Alabama is one of the six states in the nation to not have a state lottery and Gov. Robert Bentley is looking to change that by introducing a new bill in legislation which pushes for the state lottery to be legalized. The Governor is expected to introduce the new bill on August 15 to the legislature and would require three fifth of the legislation to vote in favor of the bill.
Gov. Bentley had asked Sen. Jim McClendon, R-Springville to prepare the regulation for the new bill and made it clear that he only wants the lottery approved and was not looking to introduce any other forms of gambling. However Sen. McClendon has decided to prepare a second rival bill after talking to a number of legislators and decided to include electronic lottery terminals which will be available at dog tracks in Alabama.
McClendon stated that after speaking with a number of senators, he realized that many legislators were going to oppose the lottery unless the proposal also included electronic gaming machines at dog tracks. In the past, Alabama had allowed electronic bingo machines to operate at dog tracks but later shut it down.
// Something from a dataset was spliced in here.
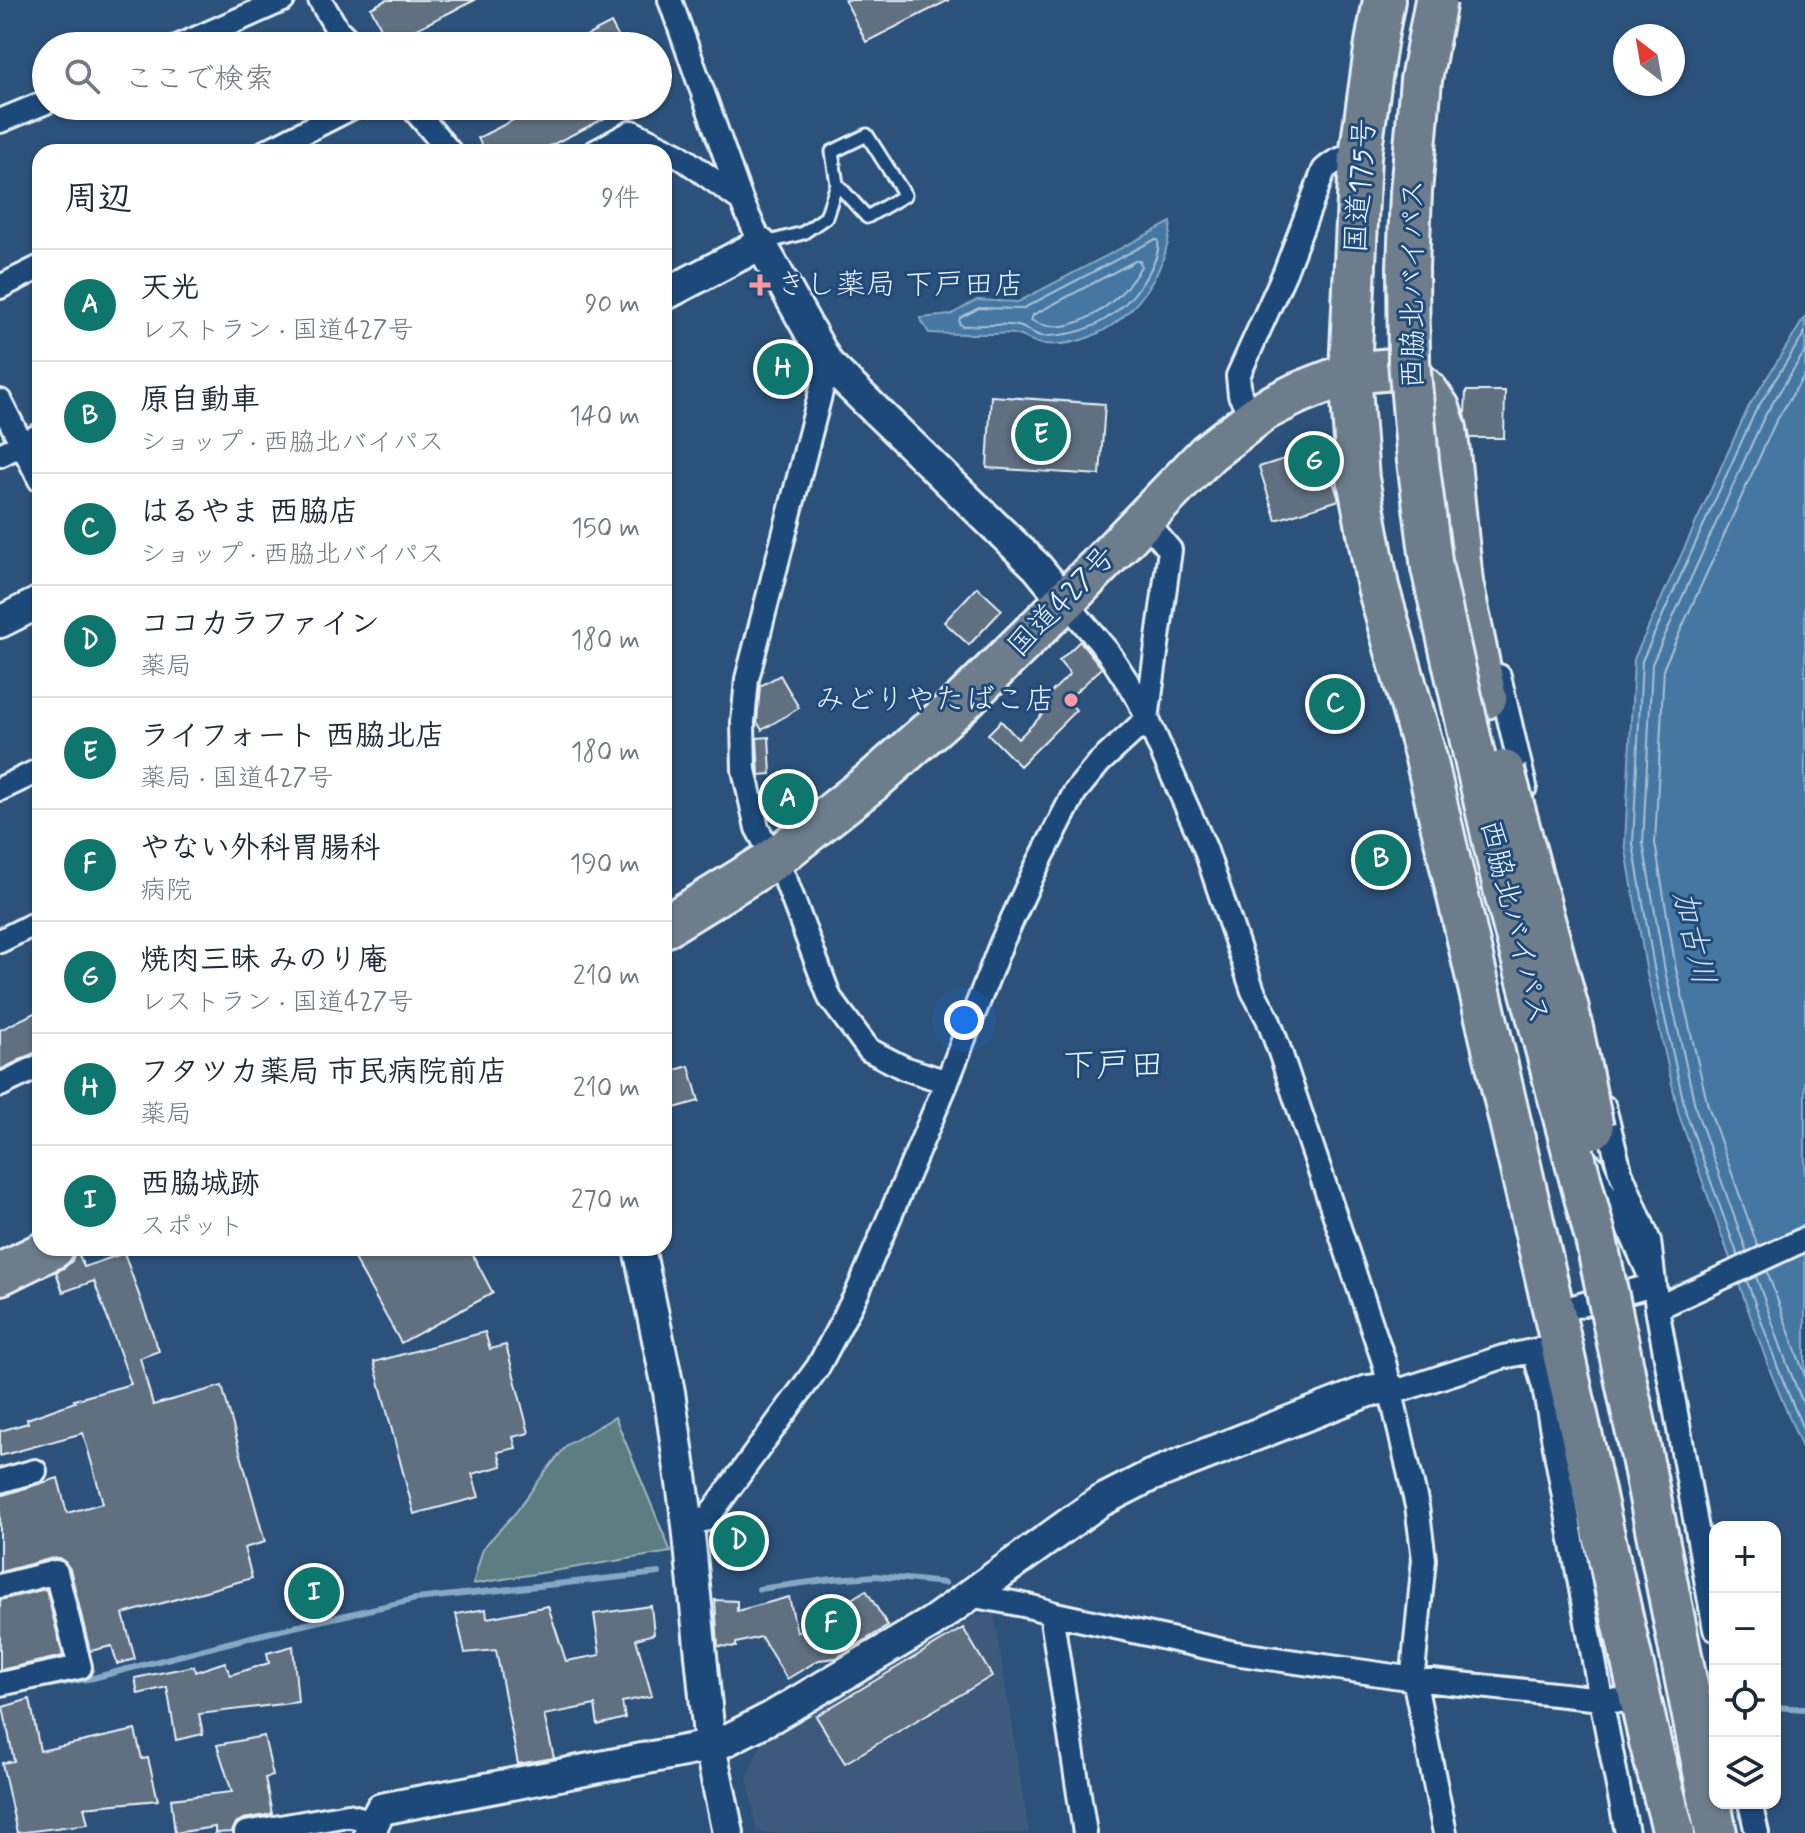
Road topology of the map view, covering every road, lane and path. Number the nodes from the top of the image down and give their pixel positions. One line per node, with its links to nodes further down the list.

The Senator’s rival proposal will include electronic lottery terminals which are similar to slot machines as the terminals use a touchscreen. McClendon said he will leave it up to the people to decide if they want to vote for a proposal that includes electronic gaming machines.
The new bill will also allow video terminals to be installed at dog tracks in Greene County, Mobile, Macon County and Birmingham. The bill will give Gov. Bentley the authority to work with the Poarch Band of Creek Indians and sign a compact. The tribe has sought a Class III gaming compact with the state for more than fifteen years, and in 2015 offered $250 million to turn their electronic bingo venues into Las Vegas style casinos. The casinos do not have to share any revenues with the state under their current status. McClendon’s bill will also allow for a bond issue that will be financed by revenue generated from the state lottery and provide immediate finances for the Medicaid program which is in dire need of funds.
Gov. Bentley’s lottery-only proposal estimated that it would generated around $225 million a year in annual revenue while McClendon’s new proposal, which includes electronic lottery terminals, is expected to generate up to $427 million annually. McClendon said $100 million from these funds will go towards education in the state and the remaining funds will go into the general fund.
Gov. Bentley is yet to share his thoughts on the new bill that McClendon has proposed. The last time a lottery bill was put to vote in Alabama was when Gov. Don Siegelman introduced a bill in 1999 and voters rejected it. The bills from Gov. Bentley and McClendon are also likely to receive stiff opposition as a number of legislators are against all forms of gambling, while others want the new bill to also include casino gambling.